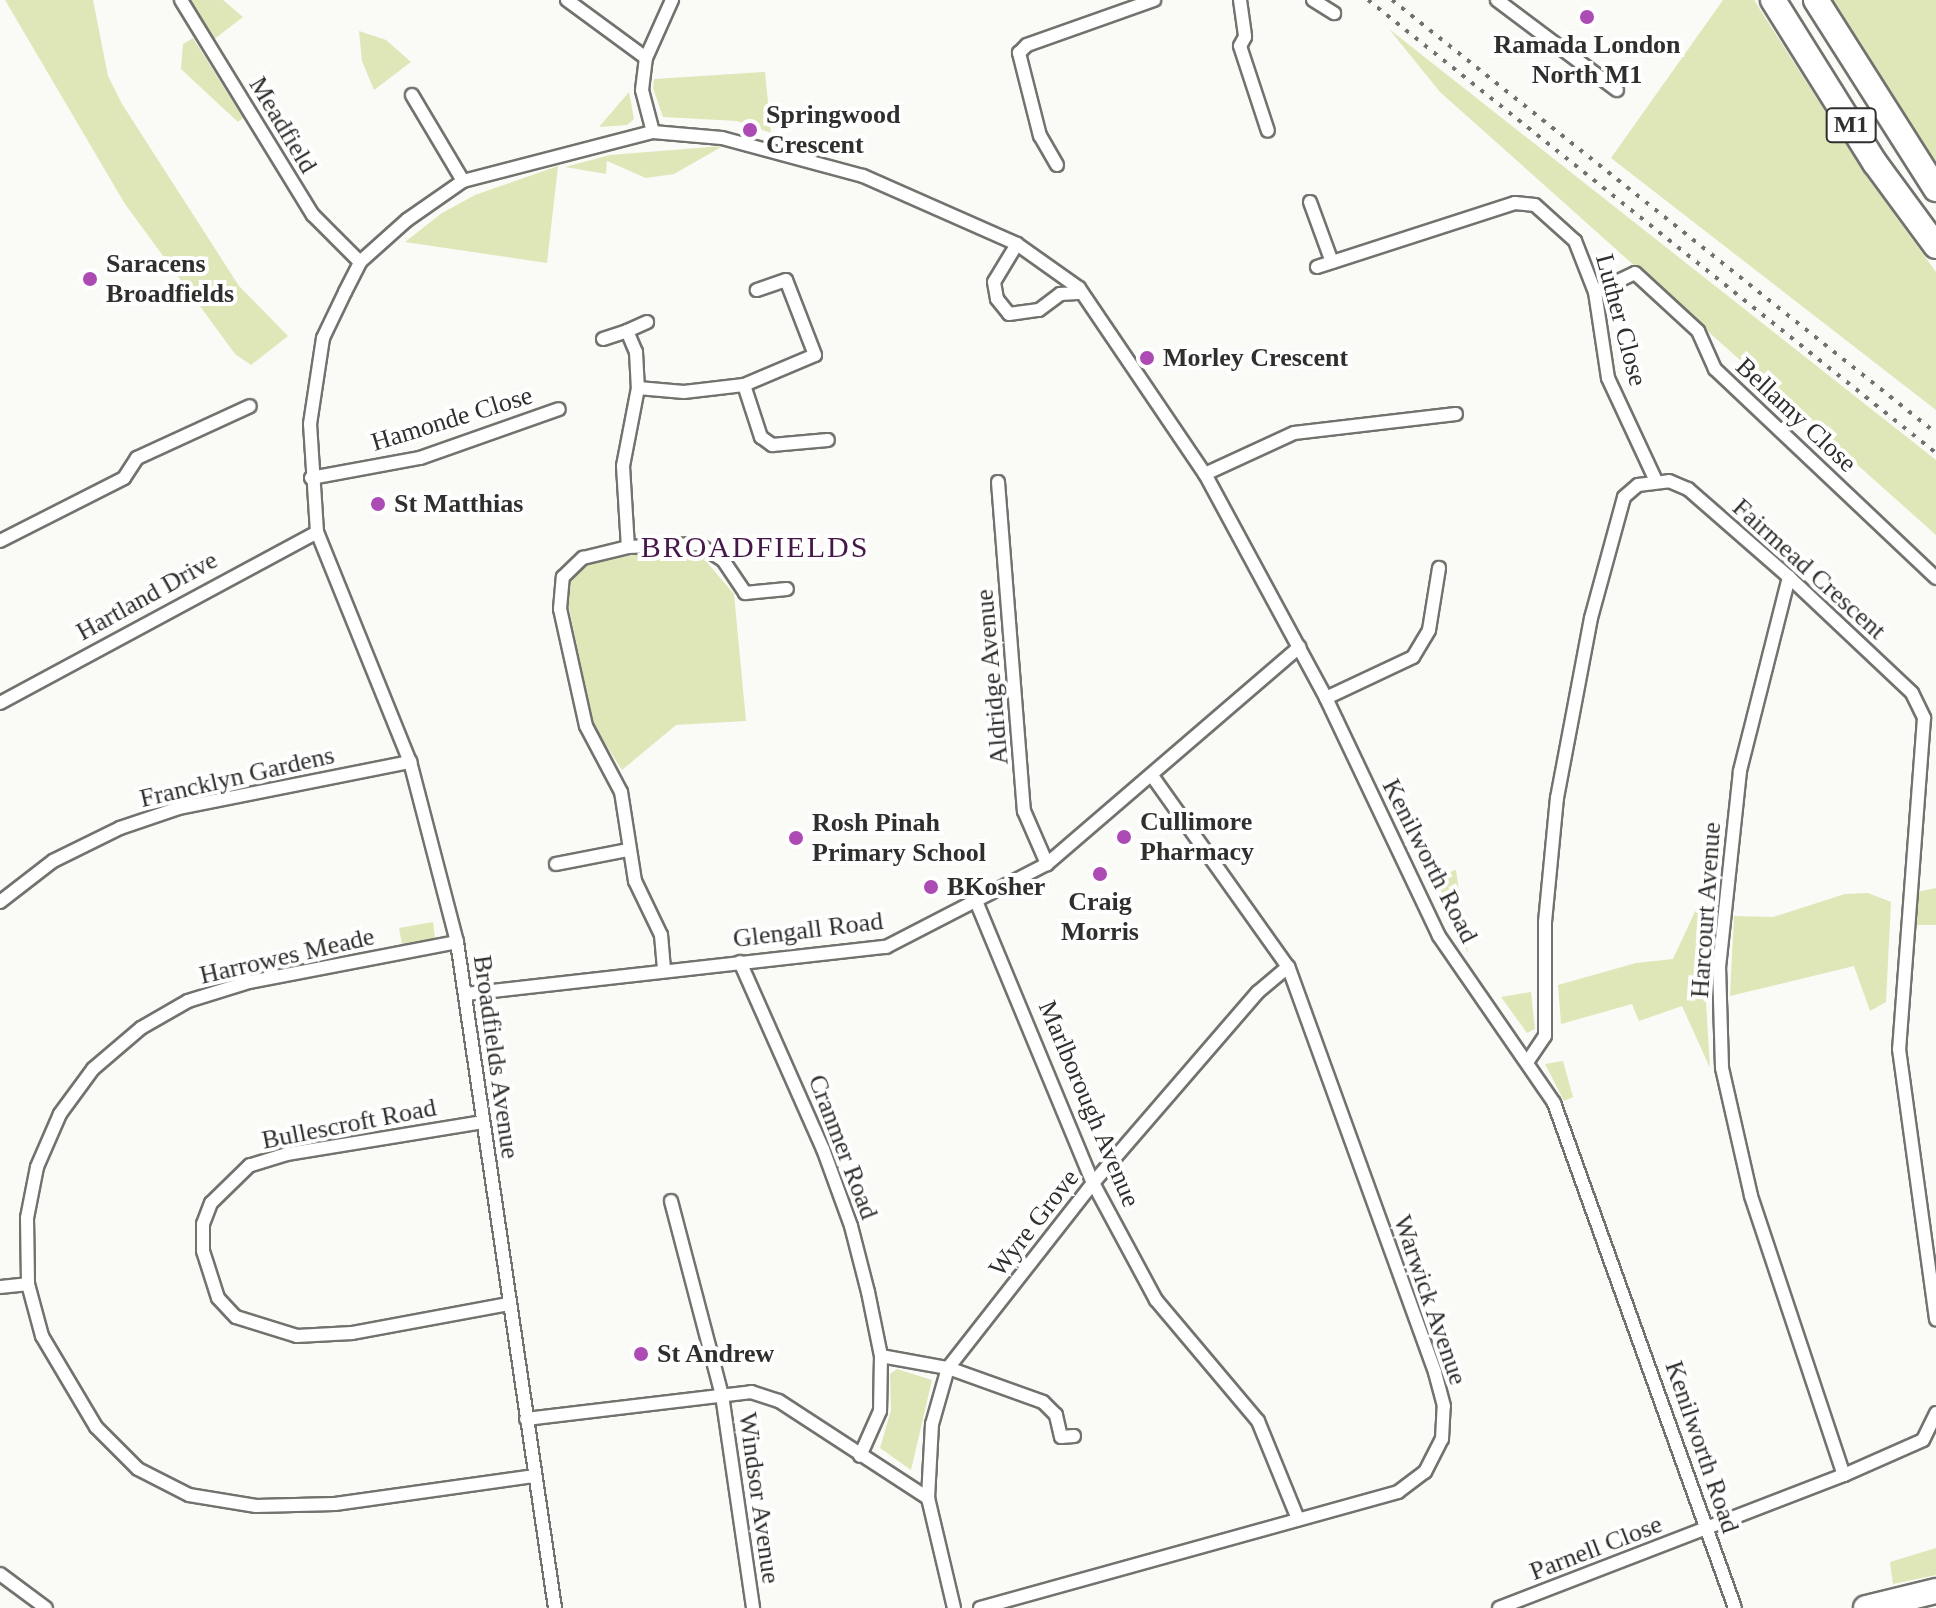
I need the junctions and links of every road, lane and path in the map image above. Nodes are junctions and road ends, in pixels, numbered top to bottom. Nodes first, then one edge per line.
1 (181, 0) edge
2 (567, 0) edge
3 (672, 0) edge
4 (1154, 0) edge
5 (1240, 0) edge
6 (1313, 0) edge
7 (1497, 0) edge
8 (1816, 0) edge
9 (1773, 3) edge
10 (1334, 13) dead end
11 (646, 58) junction
12 (1617, 90) dead end
13 (412, 95) dead end
14 (1268, 131) dead end
15 (653, 132) junction
16 (1057, 165) dead end
17 (463, 181) junction
18 (1936, 189) edge
19 (1310, 202) dead end
20 (1017, 244) junction
21 (1936, 246) edge
22 (360, 262) junction
23 (1332, 262) junction
24 (1317, 267) dead end
25 (757, 290) dead end
26 (1595, 292) junction
27 (1082, 293) junction
28 (647, 322) dead end
29 (627, 331) junction
30 (603, 339) dead end
31 (744, 385) junction
32 (638, 388) junction
33 (250, 406) dead end
34 (559, 409) dead end
35 (1456, 414) dead end
36 (828, 440) dead end
37 (1205, 474) junction
38 (311, 478) junction
39 (1655, 479) junction
40 (998, 482) dead end
41 (317, 532) junction
42 (0, 541) edge
43 (628, 547) junction
44 (1439, 568) dead end
45 (1789, 577) junction
46 (1936, 578) edge
47 (787, 589) dead end
48 (1299, 647) junction
49 (1326, 698) junction
50 (0, 703) edge
51 (410, 762) junction
52 (1153, 777) junction
53 (628, 850) junction
54 (556, 864) dead end
55 (1047, 864) junction
56 (976, 901) junction
57 (0, 902) edge
58 (457, 942) junction
59 (740, 962) junction
60 (1288, 967) junction
61 (664, 969) junction
62 (465, 994) junction
63 (1528, 1061) junction
64 (483, 1122) junction
65 (1093, 1183) junction
66 (671, 1201) dead end
67 (28, 1284) junction
68 (0, 1287) edge
69 (509, 1304) junction
70 (1936, 1319) edge
71 (881, 1356) junction
72 (948, 1368) junction
73 (722, 1395) junction
74 (1936, 1413) edge
75 (526, 1419) junction
76 (1074, 1436) dead end
77 (860, 1456) junction
78 (1844, 1475) junction
79 (535, 1476) junction
80 (928, 1498) junction
81 (1298, 1519) junction
82 (1708, 1528) junction
83 (0, 1574) edge
84 (1936, 1591) edge
85 (46, 1608) edge
86 (555, 1608) edge
87 (753, 1608) edge
88 (954, 1608) edge
89 (980, 1608) edge
90 (1499, 1608) edge
91 (1735, 1608) edge
92 (1866, 1608) edge

1 - 22 street, Meadfield
2 - 11 street
3 - 11 street
4 - 16 street
5 - 14 street
6 - 10 street
7 - 12 street
8 - 18 highway, M1
9 - 21 highway, M1
11 - 15 street
13 - 17 street
15 - 17 street, Kenilworth Road
15 - 20 street, Kenilworth Road
17 - 22 street
19 - 23 street
20 - 27 street, Kenilworth Road
20 - 27 street
22 - 38 street, Broadfields Avenue
23 - 24 street, Luther Close
23 - 26 street, Luther Close
25 - 31 street
26 - 39 street, Luther Close
26 - 46 street, Bellamy Close
27 - 37 street, Kenilworth Road
28 - 29 street
29 - 30 street
29 - 32 street
31 - 32 street
31 - 36 street
32 - 43 street
33 - 42 street
34 - 38 street, Hamonde Close
35 - 37 street
37 - 48 street, Kenilworth Road
38 - 41 street, Broadfields Avenue
39 - 45 street, Fairmead Crescent
39 - 63 street
40 - 55 street, Aldridge Avenue
41 - 50 street, Hartland Drive
41 - 51 street, Broadfields Avenue
43 - 47 street
43 - 53 street
44 - 49 street
45 - 70 street, Fairmead Crescent
45 - 78 street, Harcourt Avenue
48 - 49 street, Kenilworth Road
48 - 52 street, Glengall Road
49 - 63 street, Kenilworth Road
51 - 57 street, Francklyn Gardens
51 - 58 street, Broadfields Avenue
52 - 55 street, Glengall Road
52 - 60 street, Warwick Avenue
53 - 54 street
53 - 61 street
55 - 56 street, Glengall Road
56 - 59 street, Glengall Road
56 - 65 street, Marlborough Avenue
58 - 62 street, Broadfields Avenue
58 - 67 street, Harrowes Meade
59 - 61 street, Glengall Road
59 - 71 street, Cranmer Road
60 - 65 street, Wyre Grove
60 - 81 street, Warwick Avenue
61 - 62 street, Glengall Road
62 - 64 street, Broadfields Avenue
63 - 82 street, Kenilworth Road
64 - 69 street, Broadfields Avenue
64 - 69 street, Bullescroft Road
65 - 72 street, Wyre Grove
65 - 81 street, Marlborough Avenue
66 - 73 street, Windsor Avenue
67 - 68 street
67 - 79 street, Harrowes Meade
69 - 75 street, Broadfields Avenue
71 - 72 street
71 - 77 street, Cranmer Road
72 - 76 street
72 - 80 street
73 - 75 street
73 - 77 street
73 - 87 street, Windsor Avenue
74 - 78 street
75 - 79 street, Broadfields Avenue
77 - 80 street
78 - 82 street
79 - 86 street, Broadfields Avenue
80 - 88 street
81 - 89 street, Warwick Avenue
82 - 90 street, Parnell Close
82 - 91 street, Kenilworth Road
83 - 85 street
84 - 92 highway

____

EXERCISE: Nothing but lines that contain "Wyre" should appear in the answer. Copy each from the records.

WRITTEN ANSWER:
60 - 65 street, Wyre Grove
65 - 72 street, Wyre Grove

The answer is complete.